═══ Source information

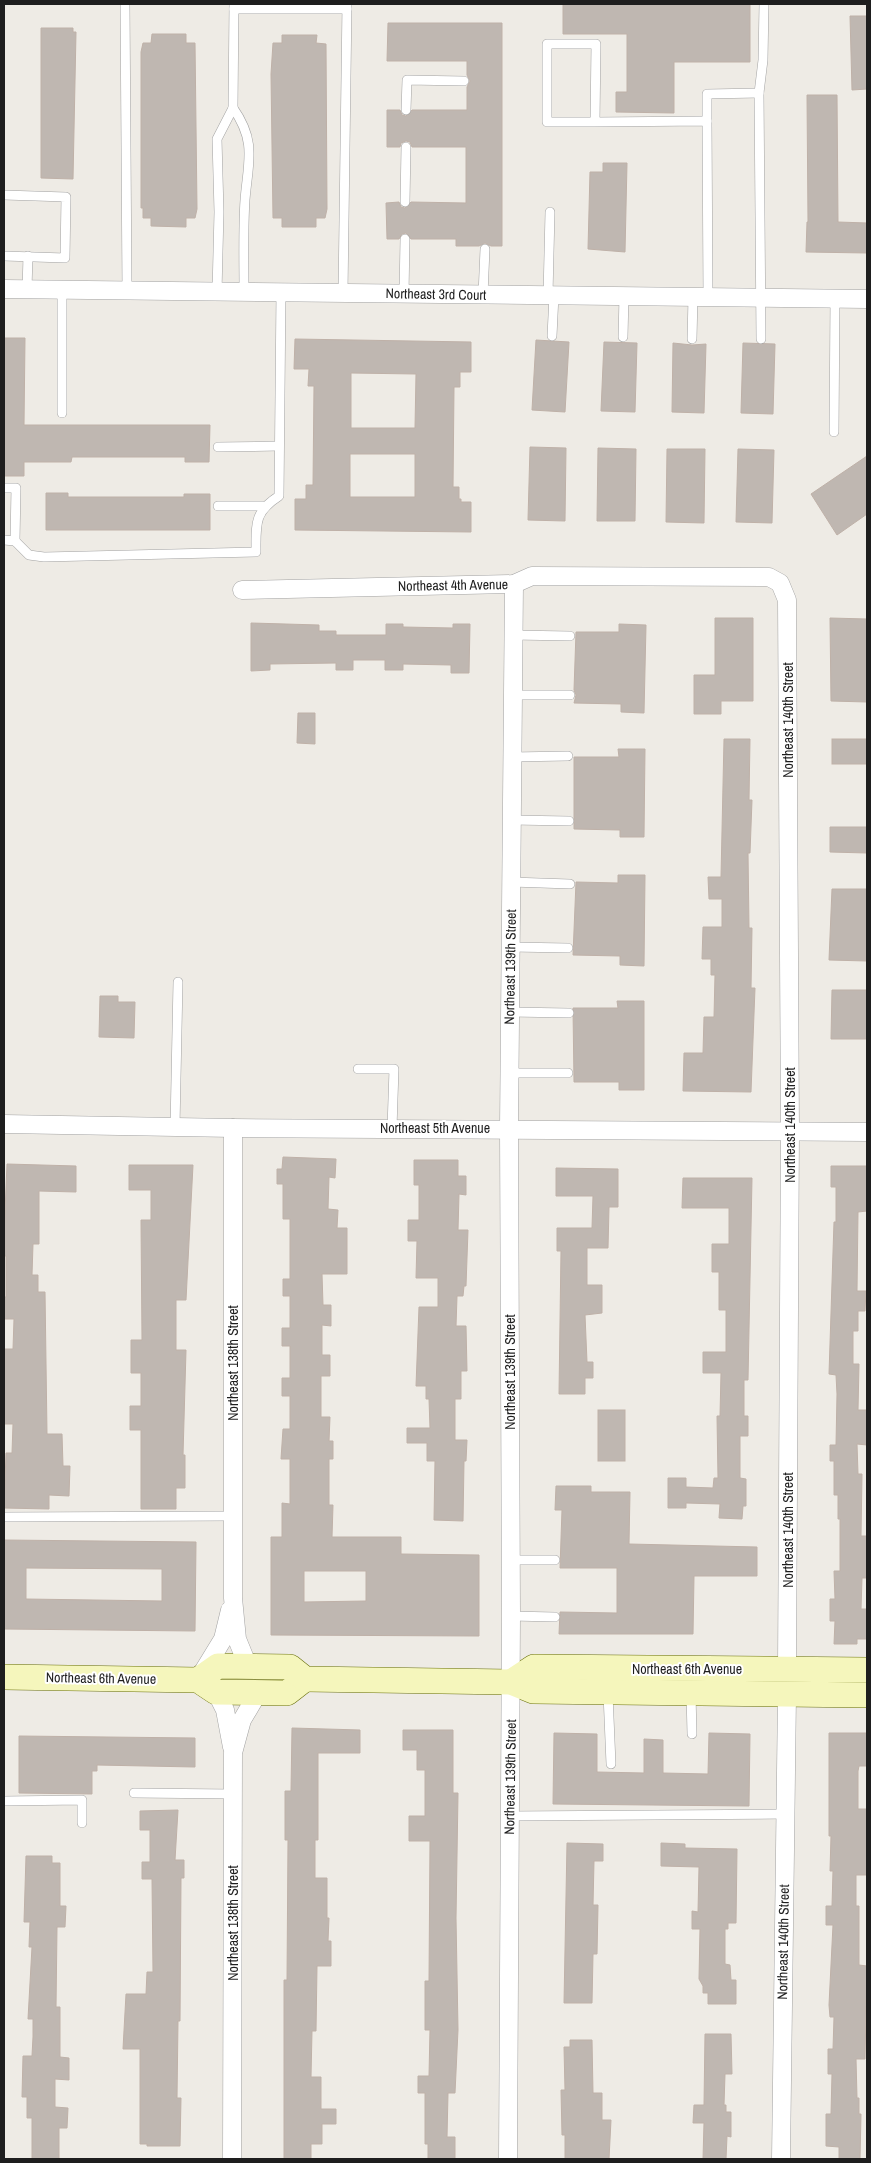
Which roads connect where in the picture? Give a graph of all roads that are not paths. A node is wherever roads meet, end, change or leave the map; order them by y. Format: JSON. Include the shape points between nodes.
{"nodes":[{"id":1,"x":125,"y":4,"type":"edge"},
{"id":2,"x":764,"y":4,"type":"edge"},
{"id":3,"x":234,"y":6,"type":"edge"},
{"id":4,"x":347,"y":6,"type":"edge"},
{"id":5,"x":464,"y":82,"type":"dead end"},
{"id":6,"x":759,"y":93,"type":"junction"},
{"id":7,"x":234,"y":108,"type":"junction"},
{"id":8,"x":406,"y":110,"type":"dead end"},
{"id":9,"x":707,"y":121,"type":"junction"},
{"id":10,"x":595,"y":122,"type":"junction"},
{"id":11,"x":406,"y":147,"type":"dead end"},
{"id":12,"x":4,"y":195,"type":"edge"},
{"id":13,"x":405,"y":202,"type":"dead end"},
{"id":14,"x":550,"y":212,"type":"dead end"},
{"id":15,"x":405,"y":239,"type":"dead end"},
{"id":16,"x":485,"y":249,"type":"dead end"},
{"id":17,"x":4,"y":256,"type":"edge"},
{"id":18,"x":28,"y":256,"type":"junction"},
{"id":19,"x":4,"y":289,"type":"edge"},
{"id":20,"x":28,"y":289,"type":"junction"},
{"id":21,"x":62,"y":290,"type":"junction"},
{"id":22,"x":126,"y":290,"type":"junction"},
{"id":23,"x":217,"y":292,"type":"junction"},
{"id":24,"x":244,"y":292,"type":"junction"},
{"id":25,"x":281,"y":292,"type":"junction"},
{"id":26,"x":343,"y":293,"type":"junction"},
{"id":27,"x":404,"y":294,"type":"junction"},
{"id":28,"x":483,"y":294,"type":"junction"},
{"id":29,"x":551,"y":296,"type":"junction"},
{"id":30,"x":624,"y":296,"type":"junction"},
{"id":31,"x":700,"y":297,"type":"junction"},
{"id":32,"x":761,"y":298,"type":"junction"},
{"id":33,"x":835,"y":299,"type":"junction"},
{"id":34,"x":867,"y":299,"type":"edge"},
{"id":35,"x":552,"y":336,"type":"dead end"},
{"id":36,"x":623,"y":336,"type":"dead end"},
{"id":37,"x":761,"y":338,"type":"dead end"},
{"id":38,"x":692,"y":339,"type":"dead end"},
{"id":39,"x":62,"y":413,"type":"dead end"},
{"id":40,"x":834,"y":432,"type":"dead end"},
{"id":41,"x":279,"y":446,"type":"junction"},
{"id":42,"x":218,"y":447,"type":"dead end"},
{"id":43,"x":4,"y":488,"type":"edge"},
{"id":44,"x":218,"y":506,"type":"dead end"},
{"id":45,"x":263,"y":506,"type":"junction"},
{"id":46,"x":4,"y":540,"type":"edge"},
{"id":47,"x":16,"y":541,"type":"junction"},
{"id":48,"x":780,"y":583,"type":"joint"},
{"id":49,"x":514,"y":584,"type":"junction"},
{"id":50,"x":242,"y":590,"type":"dead end"},
{"id":51,"x":513,"y":635,"type":"junction"},
{"id":52,"x":570,"y":636,"type":"dead end"},
{"id":53,"x":513,"y":695,"type":"junction"},
{"id":54,"x":570,"y":695,"type":"dead end"},
{"id":55,"x":512,"y":756,"type":"junction"},
{"id":56,"x":568,"y":756,"type":"dead end"},
{"id":57,"x":512,"y":820,"type":"junction"},
{"id":58,"x":569,"y":821,"type":"dead end"},
{"id":59,"x":511,"y":882,"type":"junction"},
{"id":60,"x":570,"y":884,"type":"dead end"},
{"id":61,"x":511,"y":947,"type":"junction"},
{"id":62,"x":568,"y":948,"type":"dead end"},
{"id":63,"x":178,"y":982,"type":"dead end"},
{"id":64,"x":510,"y":1012,"type":"junction"},
{"id":65,"x":569,"y":1013,"type":"dead end"},
{"id":66,"x":358,"y":1070,"type":"dead end"},
{"id":67,"x":510,"y":1073,"type":"junction"},
{"id":68,"x":568,"y":1073,"type":"dead end"},
{"id":69,"x":4,"y":1124,"type":"edge"},
{"id":70,"x":175,"y":1127,"type":"junction"},
{"id":71,"x":233,"y":1128,"type":"junction"},
{"id":72,"x":392,"y":1128,"type":"junction"},
{"id":73,"x":509,"y":1128,"type":"junction"},
{"id":74,"x":790,"y":1131,"type":"junction"},
{"id":75,"x":867,"y":1132,"type":"edge"},
{"id":76,"x":232,"y":1516,"type":"junction"},
{"id":77,"x":4,"y":1517,"type":"edge"},
{"id":78,"x":511,"y":1560,"type":"junction"},
{"id":79,"x":554,"y":1560,"type":"dead end"},
{"id":80,"x":233,"y":1598,"type":"junction"},
{"id":81,"x":511,"y":1616,"type":"junction"},
{"id":82,"x":555,"y":1617,"type":"dead end"},
{"id":83,"x":248,"y":1666,"type":"junction"},
{"id":84,"x":787,"y":1669,"type":"junction"},
{"id":85,"x":867,"y":1670,"type":"edge"},
{"id":86,"x":4,"y":1677,"type":"edge"},
{"id":87,"x":305,"y":1679,"type":"junction"},
{"id":88,"x":511,"y":1682,"type":"junction"},
{"id":89,"x":867,"y":1684,"type":"edge"},
{"id":90,"x":207,"y":1686,"type":"junction"},
{"id":91,"x":258,"y":1693,"type":"junction"},
{"id":92,"x":608,"y":1694,"type":"junction"},
{"id":93,"x":691,"y":1694,"type":"junction"},
{"id":94,"x":799,"y":1695,"type":"junction"},
{"id":95,"x":867,"y":1696,"type":"edge"},
{"id":96,"x":692,"y":1734,"type":"dead end"},
{"id":97,"x":233,"y":1753,"type":"junction"},
{"id":98,"x":611,"y":1764,"type":"dead end"},
{"id":99,"x":134,"y":1793,"type":"dead end"},
{"id":100,"x":233,"y":1794,"type":"junction"},
{"id":101,"x":4,"y":1801,"type":"edge"},
{"id":102,"x":784,"y":1814,"type":"junction"},
{"id":103,"x":509,"y":1816,"type":"junction"},
{"id":104,"x":82,"y":1823,"type":"dead end"},
{"id":105,"x":232,"y":2159,"type":"edge"},
{"id":106,"x":508,"y":2159,"type":"edge"},
{"id":107,"x":781,"y":2159,"type":"edge"}],
"edges":[{"from":1,"to":22,"type":"lane"},
{"from":2,"to":6,"type":"lane"},
{"from":3,"to":4,"type":"lane"},
{"from":3,"to":7,"type":"lane"},
{"from":4,"to":26,"type":"lane"},
{"from":5,"to":8,"type":"lane","via":[[407,80]]},
{"from":6,"to":9,"type":"lane","via":[[706,94]]},
{"from":6,"to":32,"type":"lane"},
{"from":7,"to":23,"type":"lane","via":[[217,139]]},
{"from":7,"to":24,"type":"lane","via":[[245,125],[251,159],[245,199]]},
{"from":9,"to":10,"type":"lane"},
{"from":9,"to":31,"type":"lane","via":[[708,259]]},
{"from":10,"to":10,"type":"lane","via":[[596,44],[547,44],[547,122]]},
{"from":11,"to":13,"type":"lane"},
{"from":12,"to":18,"type":"lane","via":[[66,197],[65,258]]},
{"from":14,"to":29,"type":"lane"},
{"from":15,"to":27,"type":"lane"},
{"from":16,"to":28,"type":"lane"},
{"from":17,"to":18,"type":"lane"},
{"from":18,"to":20,"type":"lane"},
{"from":19,"to":20,"type":"street","name":"Northeast 3rd Court"},
{"from":20,"to":21,"type":"street","name":"Northeast 3rd Court"},
{"from":21,"to":22,"type":"street","name":"Northeast 3rd Court"},
{"from":21,"to":39,"type":"lane"},
{"from":22,"to":23,"type":"street","name":"Northeast 3rd Court"},
{"from":23,"to":24,"type":"street","name":"Northeast 3rd Court"},
{"from":24,"to":25,"type":"street","name":"Northeast 3rd Court"},
{"from":25,"to":26,"type":"street","name":"Northeast 3rd Court"},
{"from":25,"to":41,"type":"lane"},
{"from":26,"to":27,"type":"street","name":"Northeast 3rd Court"},
{"from":27,"to":28,"type":"street","name":"Northeast 3rd Court"},
{"from":28,"to":29,"type":"street","name":"Northeast 3rd Court"},
{"from":29,"to":30,"type":"street","name":"Northeast 3rd Court"},
{"from":29,"to":35,"type":"lane"},
{"from":30,"to":31,"type":"street","name":"Northeast 3rd Court"},
{"from":30,"to":36,"type":"lane"},
{"from":31,"to":32,"type":"street","name":"Northeast 3rd Court"},
{"from":31,"to":38,"type":"lane"},
{"from":32,"to":33,"type":"street","name":"Northeast 3rd Court"},
{"from":32,"to":37,"type":"lane"},
{"from":33,"to":34,"type":"street","name":"Northeast 3rd Court"},
{"from":33,"to":40,"type":"lane"},
{"from":41,"to":42,"type":"lane"},
{"from":41,"to":45,"type":"lane","via":[[279,496]]},
{"from":43,"to":47,"type":"lane","via":[[16,488]]},
{"from":44,"to":45,"type":"lane"},
{"from":45,"to":47,"type":"lane","via":[[256,527],[256,552],[44,557],[29,555]]},
{"from":46,"to":47,"type":"lane"},
{"from":48,"to":49,"type":"street","name":"Northeast 4th Avenue","via":[[769,578],[532,576]]},
{"from":48,"to":74,"type":"street","name":"Northeast 140th Street","via":[[787,600]]},
{"from":49,"to":50,"type":"street","name":"Northeast 4th Avenue"},
{"from":49,"to":51,"type":"street","name":"Northeast 139th Street"},
{"from":51,"to":52,"type":"lane"},
{"from":51,"to":53,"type":"street","name":"Northeast 139th Street"},
{"from":53,"to":54,"type":"lane"},
{"from":53,"to":55,"type":"street","name":"Northeast 139th Street"},
{"from":55,"to":56,"type":"lane"},
{"from":55,"to":57,"type":"street","name":"Northeast 139th Street"},
{"from":57,"to":58,"type":"lane"},
{"from":57,"to":59,"type":"street","name":"Northeast 139th Street"},
{"from":59,"to":60,"type":"lane"},
{"from":59,"to":61,"type":"street","name":"Northeast 139th Street"},
{"from":61,"to":62,"type":"lane"},
{"from":61,"to":64,"type":"street","name":"Northeast 139th Street"},
{"from":63,"to":70,"type":"lane"},
{"from":64,"to":65,"type":"lane"},
{"from":64,"to":67,"type":"street","name":"Northeast 139th Street"},
{"from":66,"to":72,"type":"lane","via":[[394,1070]]},
{"from":67,"to":68,"type":"lane"},
{"from":67,"to":73,"type":"street","name":"Northeast 139th Street"},
{"from":69,"to":70,"type":"street","name":"Northeast 5th Avenue"},
{"from":70,"to":71,"type":"street","name":"Northeast 5th Avenue"},
{"from":71,"to":72,"type":"street","name":"Northeast 5th Avenue"},
{"from":71,"to":76,"type":"street","name":"Northeast 138th Street"},
{"from":72,"to":73,"type":"street","name":"Northeast 5th Avenue"},
{"from":73,"to":74,"type":"street","name":"Northeast 5th Avenue"},
{"from":73,"to":78,"type":"street","name":"Northeast 139th Street"},
{"from":74,"to":75,"type":"street","name":"Northeast 5th Avenue"},
{"from":74,"to":84,"type":"street","name":"Northeast 140th Street"},
{"from":76,"to":77,"type":"lane"},
{"from":76,"to":80,"type":"street","name":"Northeast 138th Street"},
{"from":78,"to":79,"type":"lane"},
{"from":78,"to":81,"type":"street","name":"Northeast 139th Street"},
{"from":80,"to":83,"type":"street","name":"Northeast 138th Street","via":[[237,1639]]},
{"from":80,"to":90,"type":"street","name":"Northeast 138th Street"},
{"from":81,"to":82,"type":"lane"},
{"from":81,"to":88,"type":"street","name":"Northeast 139th Street"},
{"from":83,"to":87,"type":"main road","name":"Northeast 6th Avenue","via":[[290,1667]]},
{"from":83,"to":90,"type":"main road","name":"Northeast 6th Avenue","via":[[218,1666]]},
{"from":84,"to":85,"type":"main road","name":"Northeast 6th Avenue"},
{"from":84,"to":88,"type":"main road","name":"Northeast 6th Avenue","via":[[534,1667]]},
{"from":86,"to":90,"type":"main road","name":"Northeast 6th Avenue"},
{"from":87,"to":88,"type":"main road","name":"Northeast 6th Avenue"},
{"from":87,"to":91,"type":"main road","name":"Northeast 6th Avenue","via":[[287,1693]]},
{"from":88,"to":92,"type":"main road","name":"Northeast 6th Avenue","via":[[533,1691]]},
{"from":88,"to":103,"type":"street","name":"Northeast 139th Street"},
{"from":89,"to":94,"type":"main road","via":[[846,1684]]},
{"from":90,"to":91,"type":"main road","name":"Northeast 6th Avenue"},
{"from":90,"to":97,"type":"street","via":[[225,1710]]},
{"from":91,"to":97,"type":"street","name":"Northeast 138th Street","via":[[242,1720]]},
{"from":92,"to":93,"type":"main road","name":"Northeast 6th Avenue"},
{"from":92,"to":98,"type":"lane"},
{"from":93,"to":94,"type":"main road","name":"Northeast 6th Avenue"},
{"from":93,"to":96,"type":"lane"},
{"from":94,"to":95,"type":"main road","name":"Northeast 6th Avenue"},
{"from":94,"to":102,"type":"street","name":"Northeast 140th Street"},
{"from":97,"to":100,"type":"street","name":"Northeast 138th Street"},
{"from":99,"to":100,"type":"lane"},
{"from":100,"to":105,"type":"street","name":"Northeast 138th Street"},
{"from":101,"to":104,"type":"lane","via":[[82,1800]]},
{"from":102,"to":103,"type":"lane"},
{"from":102,"to":107,"type":"street","name":"Northeast 140th Street"},
{"from":103,"to":106,"type":"street","name":"Northeast 139th Street"}]}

══════

[Exercise instructions]
If a line in the records includes the string "nodes", copy it.

[Exercise answer]
Which roads connect where in the picture? Give a graph of all roads that are not paths. A node is wherever roads meet, end, change or leave the map; order them by y. Format: JSON. Include the shape points between nodes.
{"nodes":[{"id":1,"x":125,"y":4,"type":"edge"},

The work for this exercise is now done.